#### [WORK INSTRUCTION]
Should a line in the entries below contain "name", return that line.

PROVIDED RECORDS section start

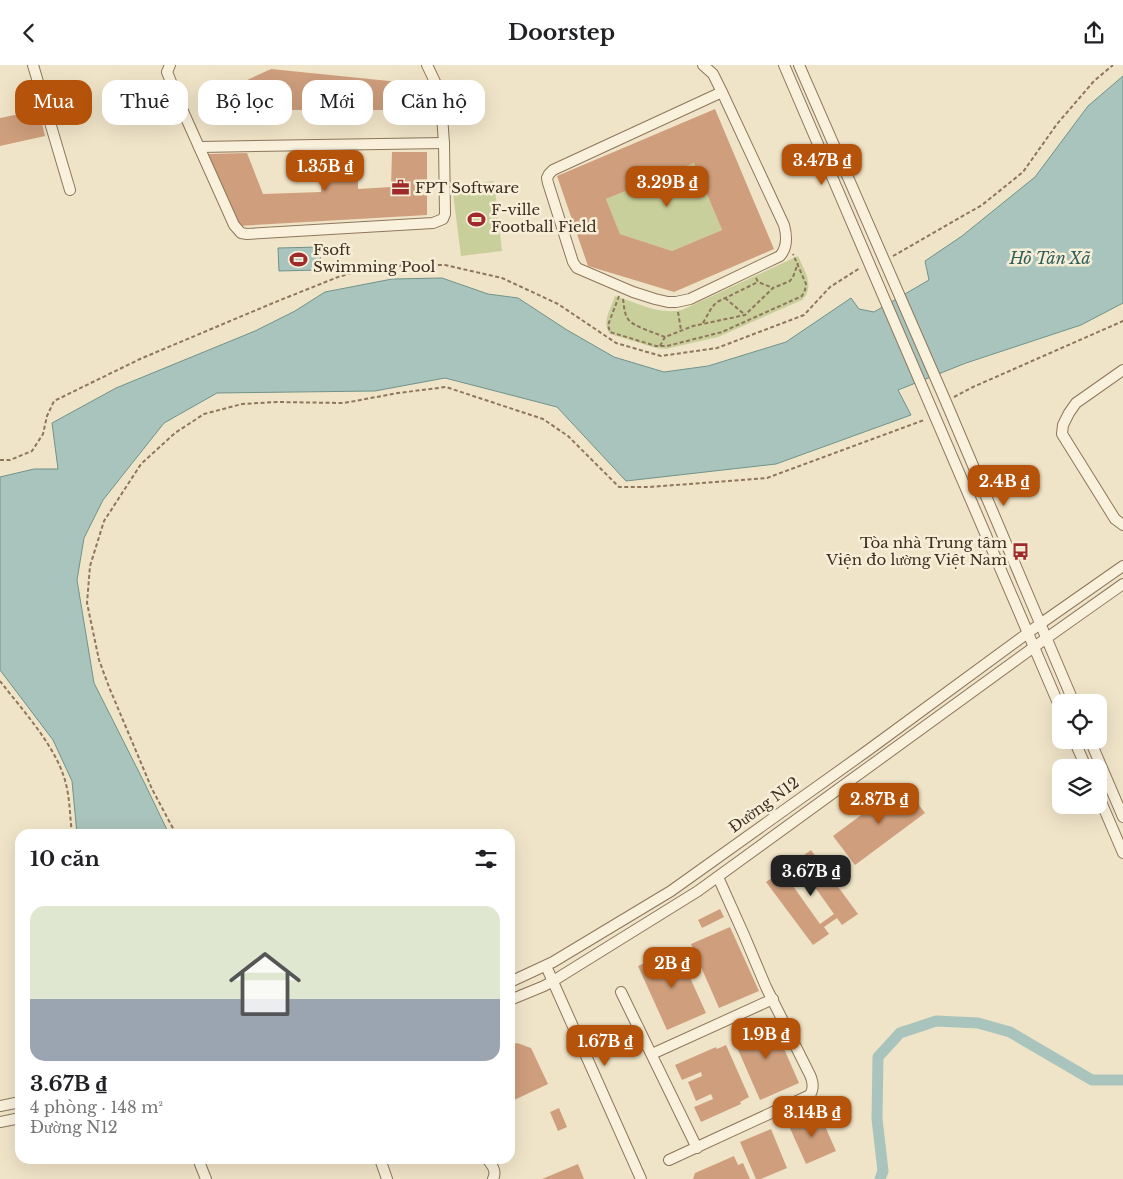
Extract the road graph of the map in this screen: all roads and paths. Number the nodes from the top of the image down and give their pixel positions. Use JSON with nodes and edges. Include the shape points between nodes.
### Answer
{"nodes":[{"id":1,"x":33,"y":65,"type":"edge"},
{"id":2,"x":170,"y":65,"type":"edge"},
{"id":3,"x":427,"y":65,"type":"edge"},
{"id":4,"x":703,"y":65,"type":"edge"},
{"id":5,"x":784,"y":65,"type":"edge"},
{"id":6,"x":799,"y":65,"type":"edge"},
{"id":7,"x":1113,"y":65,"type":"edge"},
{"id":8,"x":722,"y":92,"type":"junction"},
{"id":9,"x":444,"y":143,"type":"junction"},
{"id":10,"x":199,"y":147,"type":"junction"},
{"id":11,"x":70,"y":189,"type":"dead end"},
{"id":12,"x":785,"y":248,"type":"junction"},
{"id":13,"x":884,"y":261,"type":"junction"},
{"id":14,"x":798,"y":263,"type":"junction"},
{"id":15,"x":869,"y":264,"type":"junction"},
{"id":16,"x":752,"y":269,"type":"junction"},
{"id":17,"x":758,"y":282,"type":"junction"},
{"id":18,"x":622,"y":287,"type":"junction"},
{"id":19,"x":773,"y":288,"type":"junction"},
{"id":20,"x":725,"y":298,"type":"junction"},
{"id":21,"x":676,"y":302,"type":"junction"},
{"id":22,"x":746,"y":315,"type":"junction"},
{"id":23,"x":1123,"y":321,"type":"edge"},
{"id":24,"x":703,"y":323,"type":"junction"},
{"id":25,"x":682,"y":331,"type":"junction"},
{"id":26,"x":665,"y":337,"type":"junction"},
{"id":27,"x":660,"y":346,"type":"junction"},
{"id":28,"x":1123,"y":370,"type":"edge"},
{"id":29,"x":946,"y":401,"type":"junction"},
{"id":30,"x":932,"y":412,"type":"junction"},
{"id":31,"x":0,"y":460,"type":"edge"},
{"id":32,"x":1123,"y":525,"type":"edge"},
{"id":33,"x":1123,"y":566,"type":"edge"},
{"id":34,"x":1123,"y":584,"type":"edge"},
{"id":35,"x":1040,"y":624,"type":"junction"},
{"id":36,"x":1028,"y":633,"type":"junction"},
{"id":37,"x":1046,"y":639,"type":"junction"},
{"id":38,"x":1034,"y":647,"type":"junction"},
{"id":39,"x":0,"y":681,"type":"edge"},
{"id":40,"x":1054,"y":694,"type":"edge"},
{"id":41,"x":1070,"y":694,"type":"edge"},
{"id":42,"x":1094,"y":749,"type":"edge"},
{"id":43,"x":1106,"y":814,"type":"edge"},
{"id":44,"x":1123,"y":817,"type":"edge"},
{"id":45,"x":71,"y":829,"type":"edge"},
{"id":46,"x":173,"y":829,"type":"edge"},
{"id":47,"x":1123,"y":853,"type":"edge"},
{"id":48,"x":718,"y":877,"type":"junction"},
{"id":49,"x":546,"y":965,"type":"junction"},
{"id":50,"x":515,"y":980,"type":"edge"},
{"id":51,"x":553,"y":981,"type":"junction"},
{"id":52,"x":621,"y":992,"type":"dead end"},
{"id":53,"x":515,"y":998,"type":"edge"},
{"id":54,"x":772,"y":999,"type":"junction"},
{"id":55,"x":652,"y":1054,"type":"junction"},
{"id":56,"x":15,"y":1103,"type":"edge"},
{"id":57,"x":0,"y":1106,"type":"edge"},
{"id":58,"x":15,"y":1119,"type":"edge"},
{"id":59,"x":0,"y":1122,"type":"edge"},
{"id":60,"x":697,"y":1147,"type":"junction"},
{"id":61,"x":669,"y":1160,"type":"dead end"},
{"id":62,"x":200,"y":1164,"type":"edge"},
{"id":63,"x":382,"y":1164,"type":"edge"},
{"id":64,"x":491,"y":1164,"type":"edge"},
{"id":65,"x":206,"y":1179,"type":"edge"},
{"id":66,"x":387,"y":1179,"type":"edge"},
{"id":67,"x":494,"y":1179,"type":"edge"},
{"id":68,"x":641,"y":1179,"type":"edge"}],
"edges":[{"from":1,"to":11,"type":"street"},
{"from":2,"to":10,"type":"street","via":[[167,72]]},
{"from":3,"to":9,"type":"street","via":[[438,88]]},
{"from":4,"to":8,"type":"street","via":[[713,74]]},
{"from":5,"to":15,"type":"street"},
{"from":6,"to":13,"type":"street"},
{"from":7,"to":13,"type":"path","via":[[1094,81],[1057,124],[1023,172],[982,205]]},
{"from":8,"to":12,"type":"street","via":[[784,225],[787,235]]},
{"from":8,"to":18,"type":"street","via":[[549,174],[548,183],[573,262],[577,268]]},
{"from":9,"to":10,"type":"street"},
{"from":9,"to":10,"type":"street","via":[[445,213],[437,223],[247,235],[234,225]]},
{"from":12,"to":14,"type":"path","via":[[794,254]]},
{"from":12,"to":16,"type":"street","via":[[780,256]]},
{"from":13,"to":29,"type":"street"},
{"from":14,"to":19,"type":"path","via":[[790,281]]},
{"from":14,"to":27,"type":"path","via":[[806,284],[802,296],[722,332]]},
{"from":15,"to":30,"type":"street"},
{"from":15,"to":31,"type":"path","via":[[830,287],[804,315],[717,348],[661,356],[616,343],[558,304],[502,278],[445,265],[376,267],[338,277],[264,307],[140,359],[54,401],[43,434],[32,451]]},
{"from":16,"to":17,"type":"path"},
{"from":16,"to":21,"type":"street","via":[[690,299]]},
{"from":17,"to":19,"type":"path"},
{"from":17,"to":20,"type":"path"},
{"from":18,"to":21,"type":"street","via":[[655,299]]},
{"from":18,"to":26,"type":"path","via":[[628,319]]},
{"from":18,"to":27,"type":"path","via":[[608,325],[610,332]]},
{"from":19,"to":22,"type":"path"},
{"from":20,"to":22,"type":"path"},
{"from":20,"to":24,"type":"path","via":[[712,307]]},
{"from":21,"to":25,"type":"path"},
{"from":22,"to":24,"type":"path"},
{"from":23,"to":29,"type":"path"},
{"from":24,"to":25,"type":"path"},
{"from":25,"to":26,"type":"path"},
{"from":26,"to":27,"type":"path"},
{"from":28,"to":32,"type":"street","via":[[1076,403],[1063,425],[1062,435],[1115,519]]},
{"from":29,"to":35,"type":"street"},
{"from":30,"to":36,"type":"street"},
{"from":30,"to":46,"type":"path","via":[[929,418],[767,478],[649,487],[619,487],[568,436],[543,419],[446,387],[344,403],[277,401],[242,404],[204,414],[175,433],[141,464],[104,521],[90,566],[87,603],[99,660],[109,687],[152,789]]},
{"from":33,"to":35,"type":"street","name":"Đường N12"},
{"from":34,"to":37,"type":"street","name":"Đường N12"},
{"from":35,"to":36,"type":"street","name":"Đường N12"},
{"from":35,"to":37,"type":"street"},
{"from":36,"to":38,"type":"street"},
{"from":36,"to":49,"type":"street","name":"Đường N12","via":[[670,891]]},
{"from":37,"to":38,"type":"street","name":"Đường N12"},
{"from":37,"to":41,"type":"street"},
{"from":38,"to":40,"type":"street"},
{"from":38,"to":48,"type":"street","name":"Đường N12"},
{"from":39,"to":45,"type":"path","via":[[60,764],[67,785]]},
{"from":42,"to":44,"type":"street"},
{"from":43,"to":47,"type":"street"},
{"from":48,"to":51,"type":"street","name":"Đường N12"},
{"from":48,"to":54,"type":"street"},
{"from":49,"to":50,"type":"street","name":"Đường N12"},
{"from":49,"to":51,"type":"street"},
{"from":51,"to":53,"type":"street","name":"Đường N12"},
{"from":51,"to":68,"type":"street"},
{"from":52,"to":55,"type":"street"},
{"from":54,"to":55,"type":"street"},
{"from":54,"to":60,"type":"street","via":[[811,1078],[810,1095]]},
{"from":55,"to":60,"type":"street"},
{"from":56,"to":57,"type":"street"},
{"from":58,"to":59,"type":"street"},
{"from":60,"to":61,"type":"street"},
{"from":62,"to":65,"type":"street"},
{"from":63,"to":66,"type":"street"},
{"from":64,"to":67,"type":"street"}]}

PROVIDED RECORDS section end

#### [FINISHED TASK]
{"from":33,"to":35,"type":"street","name":"Đường N12"},
{"from":34,"to":37,"type":"street","name":"Đường N12"},
{"from":35,"to":36,"type":"street","name":"Đường N12"},
{"from":36,"to":49,"type":"street","name":"Đường N12","via":[[670,891]]},
{"from":37,"to":38,"type":"street","name":"Đường N12"},
{"from":38,"to":48,"type":"street","name":"Đường N12"},
{"from":48,"to":51,"type":"street","name":"Đường N12"},
{"from":49,"to":50,"type":"street","name":"Đường N12"},
{"from":51,"to":53,"type":"street","name":"Đường N12"},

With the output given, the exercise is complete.